What is canonicalization? It is the extraction of the "standard form" of some data and the discarding of "insignificant" aspects of the data's surface representations, usually by restricting all surface representation choices to a single option. For example, ordinary ASCII text files appear on modern computers with a variety of conventions to indicate end-of-line. If you want to calculate a signature over such a file and then verify it when the file moves to a different platform with a different end-of-line convention, the signer and verifier need to use the canonicalized file with a standard end-of-line.
In principle, the standard form of data and the aspects considered insignificant depend on the particular application. However, for most types of data, such as ASCII text or XML, a standard canonicalization, perhaps with a few variations, tends to become widespread. Over time, many applications for which canonicalization is important adopt that standard. This chapter and the official documents [Canon, Exclusive] describe the canonicalizations that have been adopted so far for XML.

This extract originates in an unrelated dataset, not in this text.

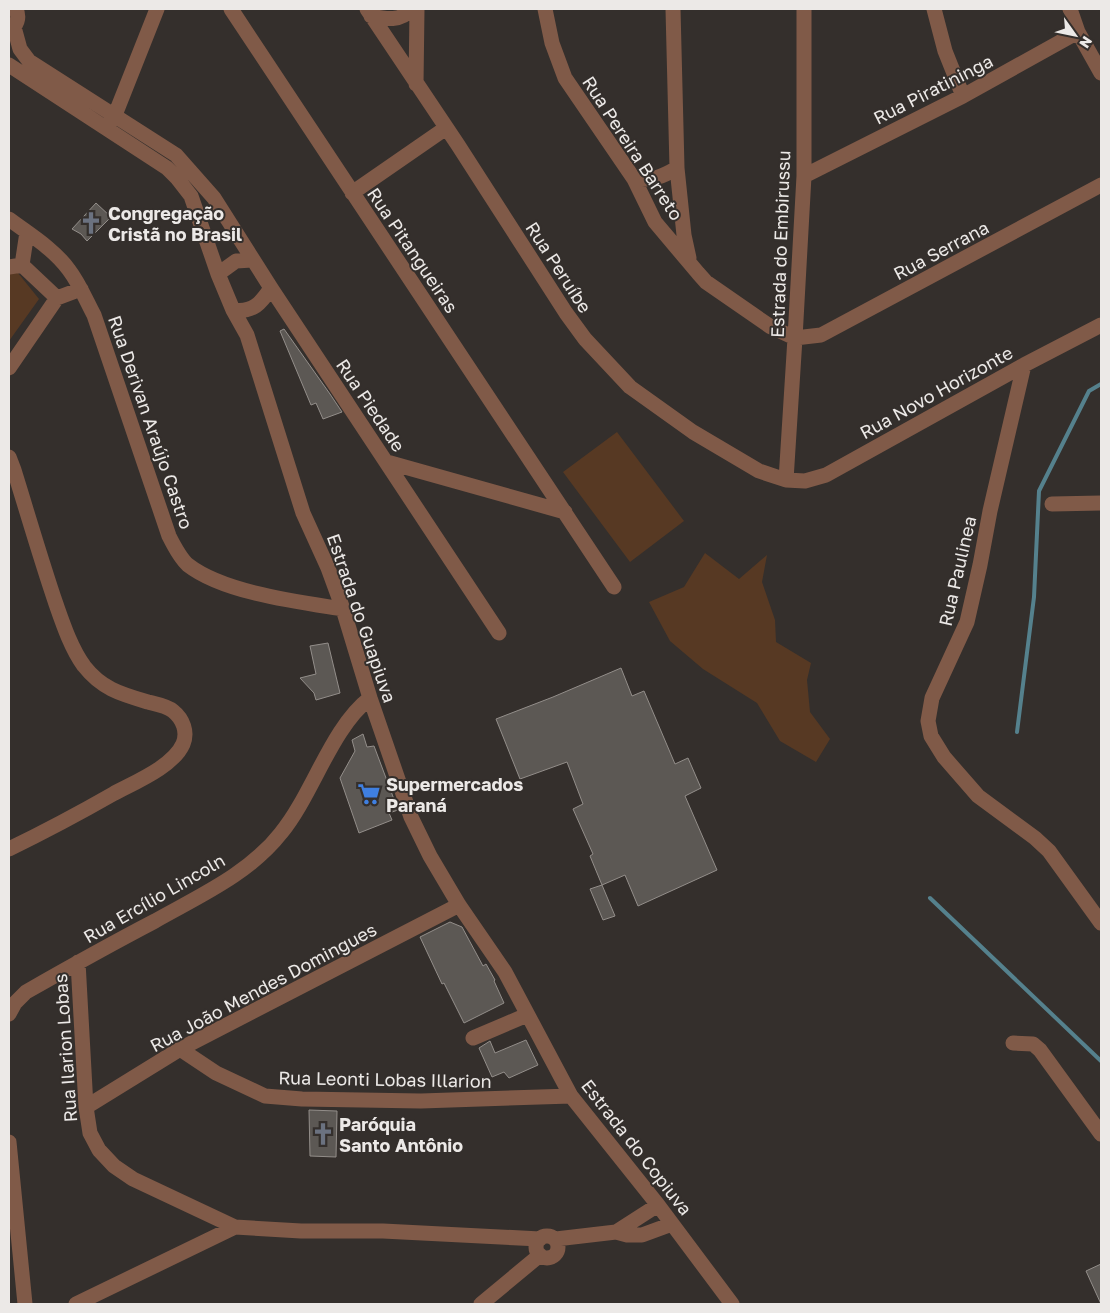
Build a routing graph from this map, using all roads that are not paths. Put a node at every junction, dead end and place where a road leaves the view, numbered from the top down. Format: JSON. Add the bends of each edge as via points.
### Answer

Getting just the right canonicalization is one of the most important, yet trickiest aspects of digital authentication. Proper canonicalization of the data being signed is essential in all nontrivial cases to ensure robust and secure signatures. Less commonly known is the fact that it can also make encryption more useful. Thus, canonicalization of XML data is a significant consideration for any type of signature over or encryption of such XML data (see Sections 9.1 and 9.2), including the XML Digital Signature and XML Encryption standards.
Two primary versions of XML canonicalization exist, both of which produce as output a "printing" or "serialization" of the XML in the UTF-8 character encoding. The first, inclusive version, known as Canonical XML [Canon], incorporates into the output the XML context of the subdocument being canonicalized. The second version, known as Exclusive XML Canonicalization [Exclusive], excludes the XML context of the subdocument from the output, as far as it practically can.
Section 9.3 describes the standardized canonicalizations of XML viewed as the transformation of arbitrary, well-formed XML into XML output. Sections 9.4 and 9.5 give the full formal specifications of the XML canonicalizations, and Section 9.6 describes their limitations.
Figure 9-1 shows how later chapters depend on this chapter.
Figure 9-1. Chapter dependencies after the basics
Actual experience showed that, all too often, when signed XML moved from one document to another, signatures broke due to changes in XML context. This problem arose frequently in protocol applications including use of SOAP. To solve this problem, Exclusive XML Canonicalization was designed to minimize the dependence of a canonical form on context [Exclusive]. The XMLDSIG Working Group carried out the work on exclusive canonicalization.